In Washington, a parent can be held liable for injury or damages caused by a family member driver if:
- The vehicle is owned, provided or maintained by the parent and used for family activities;
- The family member was driving the car at the time of the accident; and
- The vehicle was used with the express or implied permission of the parent.
Courts will consider a few factors in assessing whether a parent is the “owner” of a vehicle. Some of these factors are:
- Who paid for the vehicle?
- Who had the right to control the use of the vehicle?
- Whose name is on the vehicle title?
What this means to you:
The point of the doctrine is to make sure that no one suffers because they’ve been in a collision with a young driver or other family member who doesn’t have their own vehicle and insurance. Making the vehicle owner responsible for family member’s actions provides them an incentive to make sure they have provided for insurance coverage that will cover the family member.
This protects you when involved in a collision with a young driver. On the other hand, it’s important to realize that if you let any family member use your car, you will likely be found responsible for any negligent injuries or damage they cause.
Consequently, it is very important that you make sure your automobile insurance covers any vehicle that you let someone use, and that the person you let drive is also covered.
Families have gotten in trouble with this for example when they have not been paying for insurance on a vehicle that has been sitting idle. Always insure a vehicle prior to driving it or allowing a family member (or friend) to drive it.

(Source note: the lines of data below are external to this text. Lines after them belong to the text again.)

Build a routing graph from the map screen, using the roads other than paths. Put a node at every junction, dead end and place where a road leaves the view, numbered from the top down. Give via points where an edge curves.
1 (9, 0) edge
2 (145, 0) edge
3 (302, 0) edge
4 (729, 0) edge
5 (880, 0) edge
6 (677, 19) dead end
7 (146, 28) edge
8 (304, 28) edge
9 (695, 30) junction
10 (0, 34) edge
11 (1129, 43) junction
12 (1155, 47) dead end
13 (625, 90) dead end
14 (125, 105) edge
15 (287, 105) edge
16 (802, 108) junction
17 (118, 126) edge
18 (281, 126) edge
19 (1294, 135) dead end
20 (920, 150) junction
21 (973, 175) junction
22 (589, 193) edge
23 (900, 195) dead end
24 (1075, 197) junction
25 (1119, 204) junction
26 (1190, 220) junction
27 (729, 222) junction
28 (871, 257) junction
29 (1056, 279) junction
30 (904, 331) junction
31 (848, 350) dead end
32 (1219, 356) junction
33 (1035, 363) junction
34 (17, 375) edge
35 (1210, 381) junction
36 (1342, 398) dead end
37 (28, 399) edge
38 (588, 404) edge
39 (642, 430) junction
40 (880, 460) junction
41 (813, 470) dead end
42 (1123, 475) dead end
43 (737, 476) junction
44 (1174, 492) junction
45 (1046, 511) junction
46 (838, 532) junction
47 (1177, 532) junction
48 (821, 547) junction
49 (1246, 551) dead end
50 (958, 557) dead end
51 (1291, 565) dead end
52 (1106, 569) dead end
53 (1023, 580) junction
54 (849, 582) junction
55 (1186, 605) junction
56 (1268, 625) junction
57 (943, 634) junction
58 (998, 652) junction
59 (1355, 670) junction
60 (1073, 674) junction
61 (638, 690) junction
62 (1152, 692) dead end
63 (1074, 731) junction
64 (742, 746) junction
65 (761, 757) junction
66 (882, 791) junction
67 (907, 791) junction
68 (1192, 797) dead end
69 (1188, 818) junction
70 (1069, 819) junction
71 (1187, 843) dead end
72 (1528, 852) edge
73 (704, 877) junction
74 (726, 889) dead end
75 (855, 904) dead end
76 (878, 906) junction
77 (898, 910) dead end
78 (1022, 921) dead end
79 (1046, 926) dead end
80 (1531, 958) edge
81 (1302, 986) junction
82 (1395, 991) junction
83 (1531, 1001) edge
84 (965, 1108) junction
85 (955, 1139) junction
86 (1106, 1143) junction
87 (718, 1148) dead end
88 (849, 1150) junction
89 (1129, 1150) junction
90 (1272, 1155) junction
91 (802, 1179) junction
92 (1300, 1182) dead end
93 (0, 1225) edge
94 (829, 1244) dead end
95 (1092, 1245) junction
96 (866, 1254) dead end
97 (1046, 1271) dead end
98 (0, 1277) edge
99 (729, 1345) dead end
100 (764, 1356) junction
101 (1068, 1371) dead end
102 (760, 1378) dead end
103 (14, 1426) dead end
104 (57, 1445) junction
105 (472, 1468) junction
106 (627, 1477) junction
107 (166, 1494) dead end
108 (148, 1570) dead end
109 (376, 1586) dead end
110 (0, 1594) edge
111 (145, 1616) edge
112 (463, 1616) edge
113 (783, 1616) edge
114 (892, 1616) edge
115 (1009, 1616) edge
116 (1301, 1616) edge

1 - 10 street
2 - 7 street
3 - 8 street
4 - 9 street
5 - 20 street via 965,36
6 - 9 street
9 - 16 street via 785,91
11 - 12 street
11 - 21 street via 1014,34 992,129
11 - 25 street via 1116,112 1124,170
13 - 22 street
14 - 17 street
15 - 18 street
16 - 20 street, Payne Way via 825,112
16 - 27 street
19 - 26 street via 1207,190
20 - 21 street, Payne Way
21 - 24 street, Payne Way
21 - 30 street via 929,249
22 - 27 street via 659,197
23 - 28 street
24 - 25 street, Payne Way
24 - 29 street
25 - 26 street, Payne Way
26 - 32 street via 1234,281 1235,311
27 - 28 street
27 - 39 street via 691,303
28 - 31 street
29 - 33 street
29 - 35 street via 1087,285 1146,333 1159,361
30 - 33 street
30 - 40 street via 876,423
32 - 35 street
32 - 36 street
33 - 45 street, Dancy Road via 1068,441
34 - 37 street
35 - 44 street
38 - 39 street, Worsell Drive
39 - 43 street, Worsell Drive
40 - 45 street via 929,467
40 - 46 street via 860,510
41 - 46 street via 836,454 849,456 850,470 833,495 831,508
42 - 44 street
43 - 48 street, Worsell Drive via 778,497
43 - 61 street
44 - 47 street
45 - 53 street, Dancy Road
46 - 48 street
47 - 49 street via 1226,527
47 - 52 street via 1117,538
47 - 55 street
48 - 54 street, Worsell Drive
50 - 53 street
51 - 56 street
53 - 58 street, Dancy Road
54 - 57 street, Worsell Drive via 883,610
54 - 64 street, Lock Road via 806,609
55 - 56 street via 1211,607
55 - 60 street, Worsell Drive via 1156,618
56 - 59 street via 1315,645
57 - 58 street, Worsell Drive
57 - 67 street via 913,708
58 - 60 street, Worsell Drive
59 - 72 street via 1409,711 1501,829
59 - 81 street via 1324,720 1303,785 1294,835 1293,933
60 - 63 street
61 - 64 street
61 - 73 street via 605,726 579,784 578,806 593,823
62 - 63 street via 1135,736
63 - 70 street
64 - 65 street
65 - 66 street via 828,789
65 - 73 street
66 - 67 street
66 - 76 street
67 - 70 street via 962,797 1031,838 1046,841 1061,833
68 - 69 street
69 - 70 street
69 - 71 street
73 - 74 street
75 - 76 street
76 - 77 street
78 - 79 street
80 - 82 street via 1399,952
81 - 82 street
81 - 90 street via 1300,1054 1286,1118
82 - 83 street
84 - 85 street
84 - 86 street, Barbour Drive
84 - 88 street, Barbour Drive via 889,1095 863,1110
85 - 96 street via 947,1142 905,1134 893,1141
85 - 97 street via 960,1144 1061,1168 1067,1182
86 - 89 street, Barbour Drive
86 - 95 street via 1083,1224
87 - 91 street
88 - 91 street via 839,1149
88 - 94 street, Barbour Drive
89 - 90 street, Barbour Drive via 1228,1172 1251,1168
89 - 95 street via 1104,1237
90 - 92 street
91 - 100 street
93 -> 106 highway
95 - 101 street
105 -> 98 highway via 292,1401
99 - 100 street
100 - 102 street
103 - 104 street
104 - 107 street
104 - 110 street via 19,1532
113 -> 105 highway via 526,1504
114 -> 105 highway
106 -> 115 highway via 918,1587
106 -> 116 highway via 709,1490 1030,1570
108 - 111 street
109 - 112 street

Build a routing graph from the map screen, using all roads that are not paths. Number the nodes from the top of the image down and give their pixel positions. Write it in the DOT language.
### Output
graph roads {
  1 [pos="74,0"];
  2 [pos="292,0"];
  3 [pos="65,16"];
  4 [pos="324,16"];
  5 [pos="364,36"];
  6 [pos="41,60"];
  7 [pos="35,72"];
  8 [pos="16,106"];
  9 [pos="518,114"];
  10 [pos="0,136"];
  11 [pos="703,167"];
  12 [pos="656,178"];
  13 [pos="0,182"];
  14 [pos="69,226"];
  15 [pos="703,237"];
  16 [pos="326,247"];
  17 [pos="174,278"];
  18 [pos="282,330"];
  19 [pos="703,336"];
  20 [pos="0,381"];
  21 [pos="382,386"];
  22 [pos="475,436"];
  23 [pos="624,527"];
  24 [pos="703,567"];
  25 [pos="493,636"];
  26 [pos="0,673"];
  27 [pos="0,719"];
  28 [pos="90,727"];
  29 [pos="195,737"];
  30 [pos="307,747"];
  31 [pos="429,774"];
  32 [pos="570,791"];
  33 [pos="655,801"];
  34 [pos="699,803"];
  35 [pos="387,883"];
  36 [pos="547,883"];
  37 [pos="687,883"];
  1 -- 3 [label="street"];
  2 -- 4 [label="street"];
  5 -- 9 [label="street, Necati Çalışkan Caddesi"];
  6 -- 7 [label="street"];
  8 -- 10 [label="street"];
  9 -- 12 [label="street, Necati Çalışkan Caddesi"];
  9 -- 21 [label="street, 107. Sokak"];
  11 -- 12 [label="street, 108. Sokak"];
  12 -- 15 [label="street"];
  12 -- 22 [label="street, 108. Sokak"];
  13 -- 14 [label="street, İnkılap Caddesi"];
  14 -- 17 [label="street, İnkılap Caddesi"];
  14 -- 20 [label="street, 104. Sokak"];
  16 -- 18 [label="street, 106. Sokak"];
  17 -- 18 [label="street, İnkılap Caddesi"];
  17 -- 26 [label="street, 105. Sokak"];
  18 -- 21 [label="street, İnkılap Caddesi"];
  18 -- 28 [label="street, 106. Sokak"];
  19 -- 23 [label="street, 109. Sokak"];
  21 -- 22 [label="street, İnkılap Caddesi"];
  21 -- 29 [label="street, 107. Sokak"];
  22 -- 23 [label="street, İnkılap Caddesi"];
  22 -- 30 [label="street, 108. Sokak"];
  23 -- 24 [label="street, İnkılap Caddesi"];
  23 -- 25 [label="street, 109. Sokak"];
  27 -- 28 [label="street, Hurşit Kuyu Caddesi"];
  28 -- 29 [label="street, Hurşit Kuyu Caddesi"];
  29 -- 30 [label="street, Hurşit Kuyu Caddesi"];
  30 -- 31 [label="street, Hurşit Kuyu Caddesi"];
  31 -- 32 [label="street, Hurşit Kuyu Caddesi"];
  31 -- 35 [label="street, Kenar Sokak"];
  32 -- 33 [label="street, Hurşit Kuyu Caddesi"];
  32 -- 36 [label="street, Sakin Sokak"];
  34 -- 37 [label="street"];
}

Also, sometimes children have bad driving records and so parents have them specifically excluded from insurance policies to prevent being charged high premiums. If you do this, you must absolutely never let them drive your vehicles! There is no “occasional use” exception. If they cause injury or damage they will not be covered by your insurance, but you will still be financially responsibility.
Just remember to always have all your vehicles and family members insured. And even though the Family Car Doctrine is there to protect you, sometimes drivers still are uninsured, so always add Uninsured Motorist Coverage to your policy!